Exercise instructions
The copy you return should hold every record below word for word and no images.

Data under study

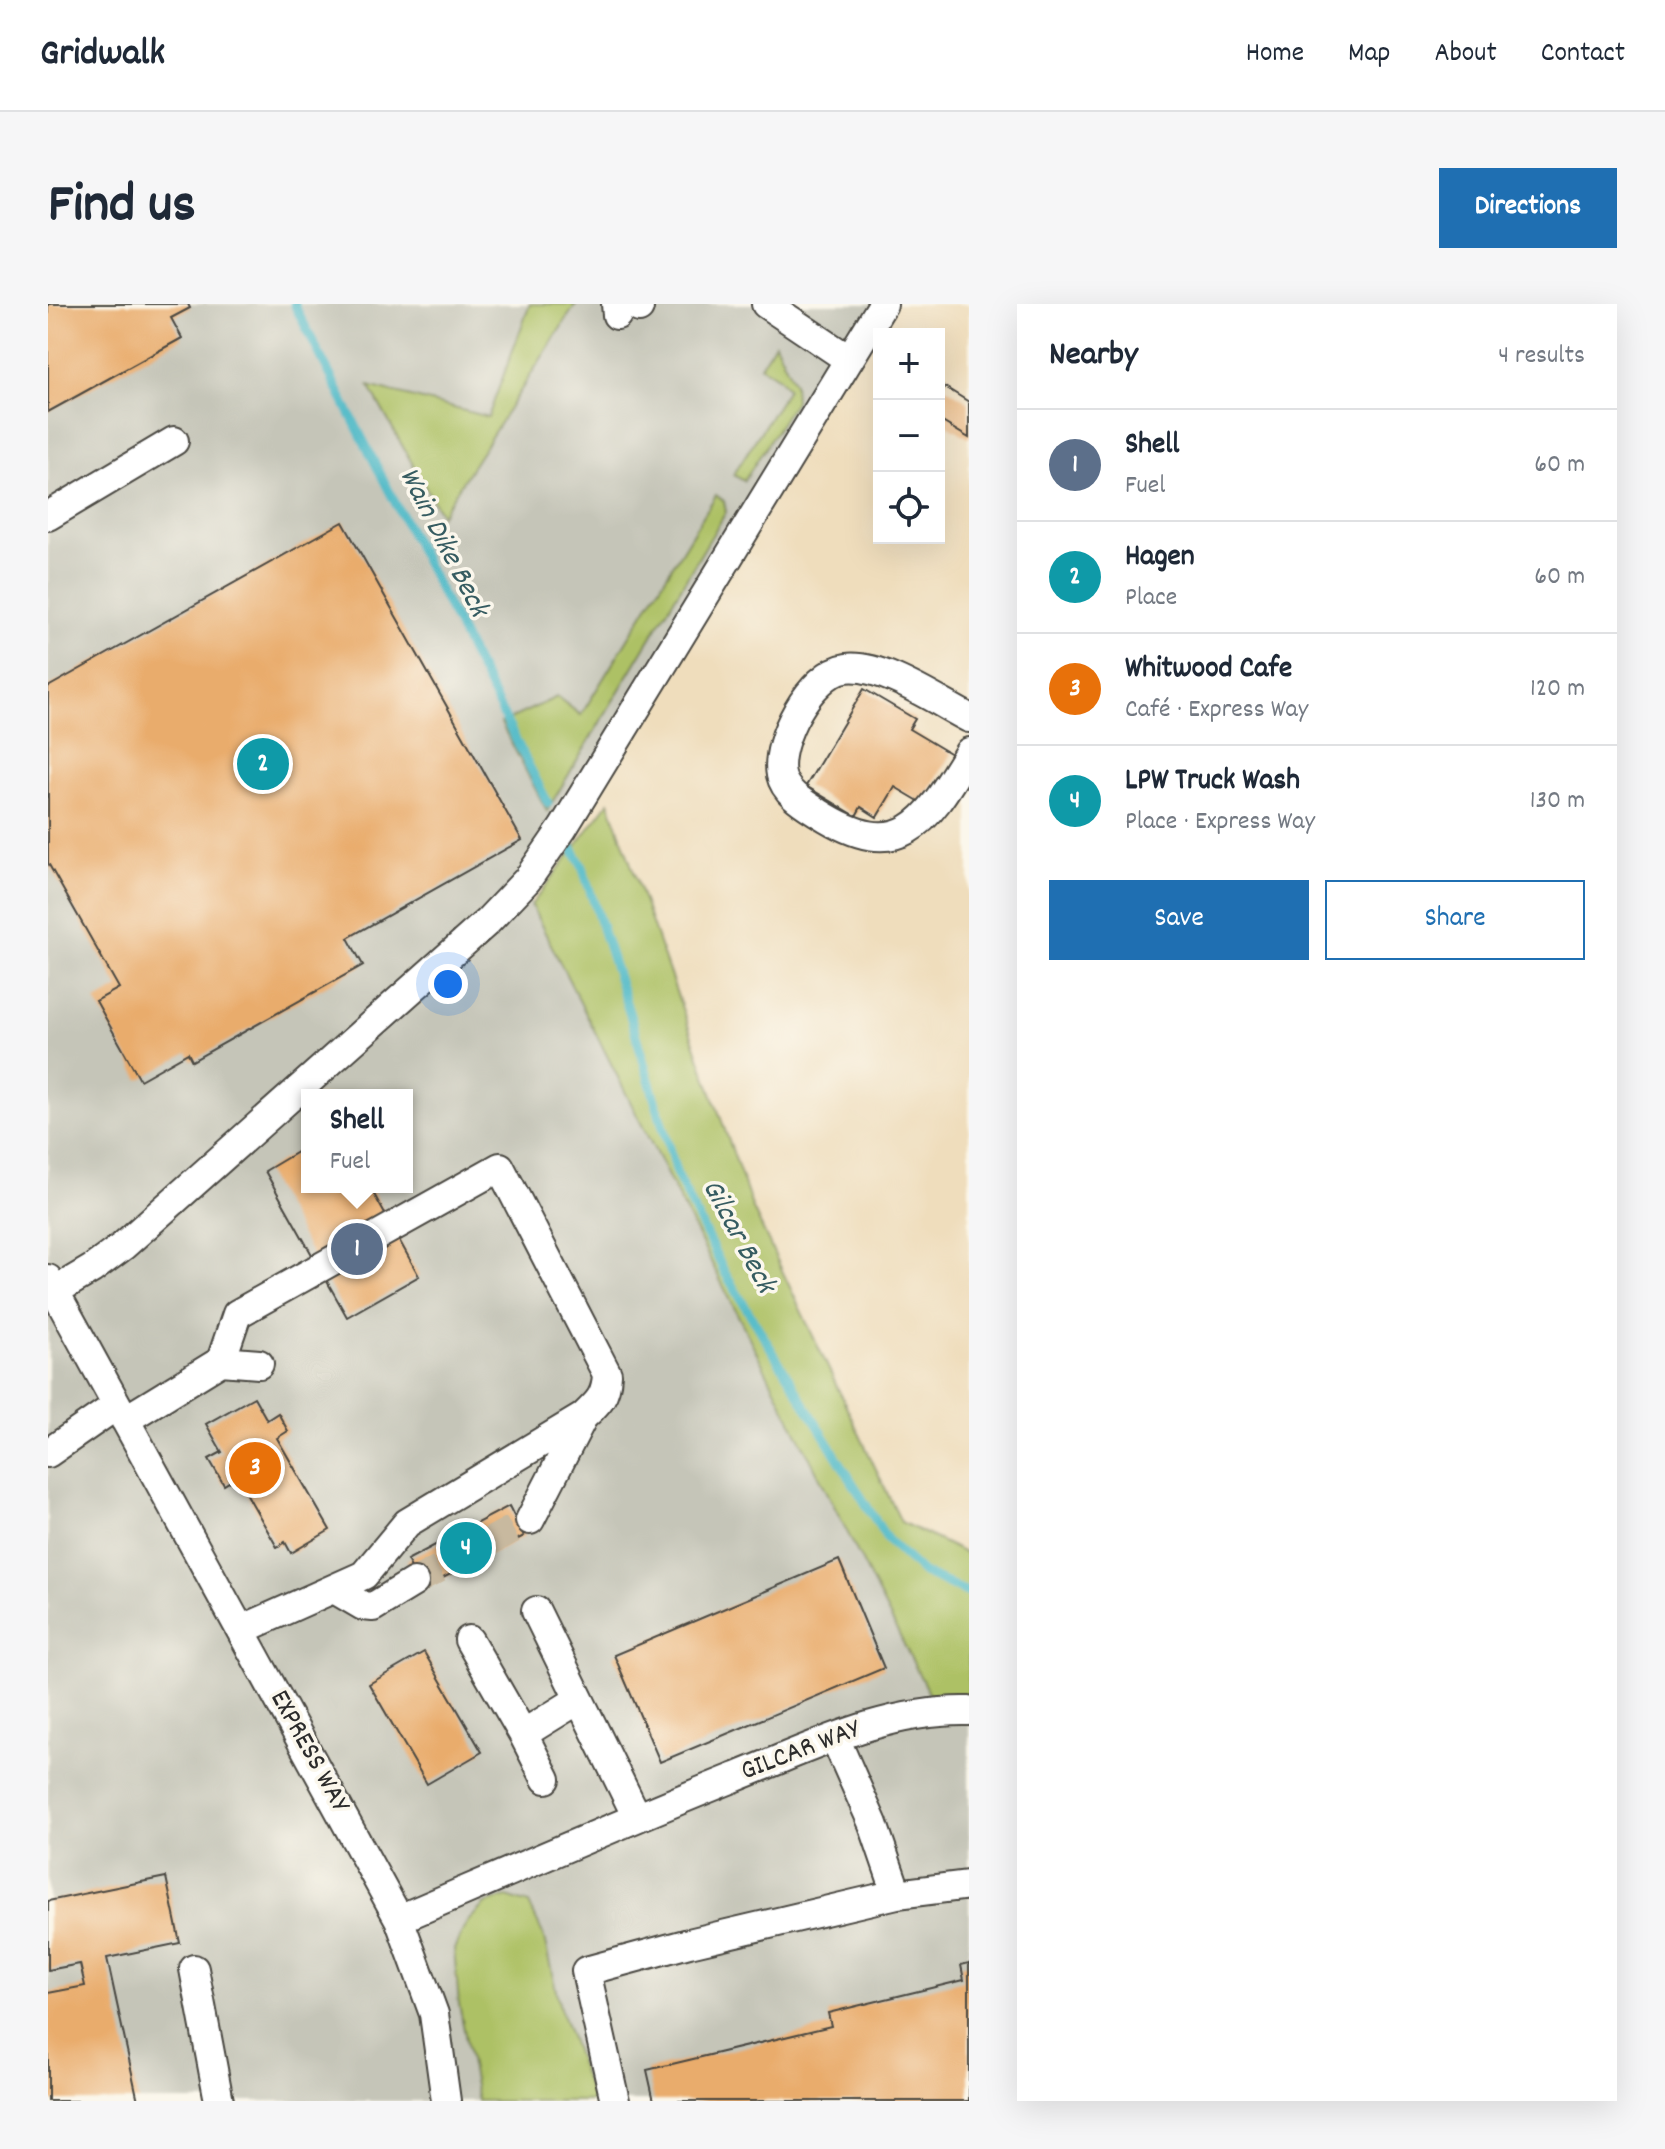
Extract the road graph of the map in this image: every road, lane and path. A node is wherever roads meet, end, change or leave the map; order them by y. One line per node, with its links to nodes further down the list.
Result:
1 (766, 304): 3 (street)
2 (870, 309): 3 (street)
3 (848, 359): 8 (street)
4 (174, 441): 5 (street)
5 (48, 516)
6 (969, 718): 7 (street)
7 (969, 752)
8 (301, 1089)
9 (301, 1089): 10 (street)
10 (51, 1285): 13 (street, EXPRESS WAY)
11 (221, 1361): 12 (street); 13 (street); 14 (street)
12 (259, 1364)
13 (121, 1412): 15 (street); 20 (street, EXPRESS WAY)
14 (583, 1417): 16 (street); 18 (street)
15 (48, 1453)
16 (530, 1520)
17 (414, 1582): 18 (street)
18 (334, 1589): 20 (street)
19 (536, 1611): 22 (street)
20 (241, 1630): 30 (street, EXPRESS WAY)
21 (469, 1640): 24 (street)
22 (578, 1700): 24 (street); 27 (street)
23 (969, 1711): 25 (street, GILCAR WAY)
24 (523, 1734): 26 (street)
25 (835, 1738): 27 (street, GILCAR WAY); 29 (street)
26 (546, 1779)
27 (637, 1817): 30 (street, GILCAR WAY)
28 (969, 1885): 29 (street)
29 (897, 1894): 34 (street)
30 (399, 1919): 33 (street, EXPRESS WAY)
31 (194, 1969): 32 (street)
32 (219, 2101)
33 (446, 2101)
34 (615, 2101)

Task response
Extract the road graph of the map in this image: every road, lane and path. A node is wherever roads meet, end, change or leave the map; order them by y. One line per node, with its links to nodes further down the list.
Result:
1 (766, 304): 3 (street)
2 (870, 309): 3 (street)
3 (848, 359): 8 (street)
4 (174, 441): 5 (street)
5 (48, 516)
6 (969, 718): 7 (street)
7 (969, 752)
8 (301, 1089)
9 (301, 1089): 10 (street)
10 (51, 1285): 13 (street, EXPRESS WAY)
11 (221, 1361): 12 (street); 13 (street); 14 (street)
12 (259, 1364)
13 (121, 1412): 15 (street); 20 (street, EXPRESS WAY)
14 (583, 1417): 16 (street); 18 (street)
15 (48, 1453)
16 (530, 1520)
17 (414, 1582): 18 (street)
18 (334, 1589): 20 (street)
19 (536, 1611): 22 (street)
20 (241, 1630): 30 (street, EXPRESS WAY)
21 (469, 1640): 24 (street)
22 (578, 1700): 24 (street); 27 (street)
23 (969, 1711): 25 (street, GILCAR WAY)
24 (523, 1734): 26 (street)
25 (835, 1738): 27 (street, GILCAR WAY); 29 (street)
26 (546, 1779)
27 (637, 1817): 30 (street, GILCAR WAY)
28 (969, 1885): 29 (street)
29 (897, 1894): 34 (street)
30 (399, 1919): 33 (street, EXPRESS WAY)
31 (194, 1969): 32 (street)
32 (219, 2101)
33 (446, 2101)
34 (615, 2101)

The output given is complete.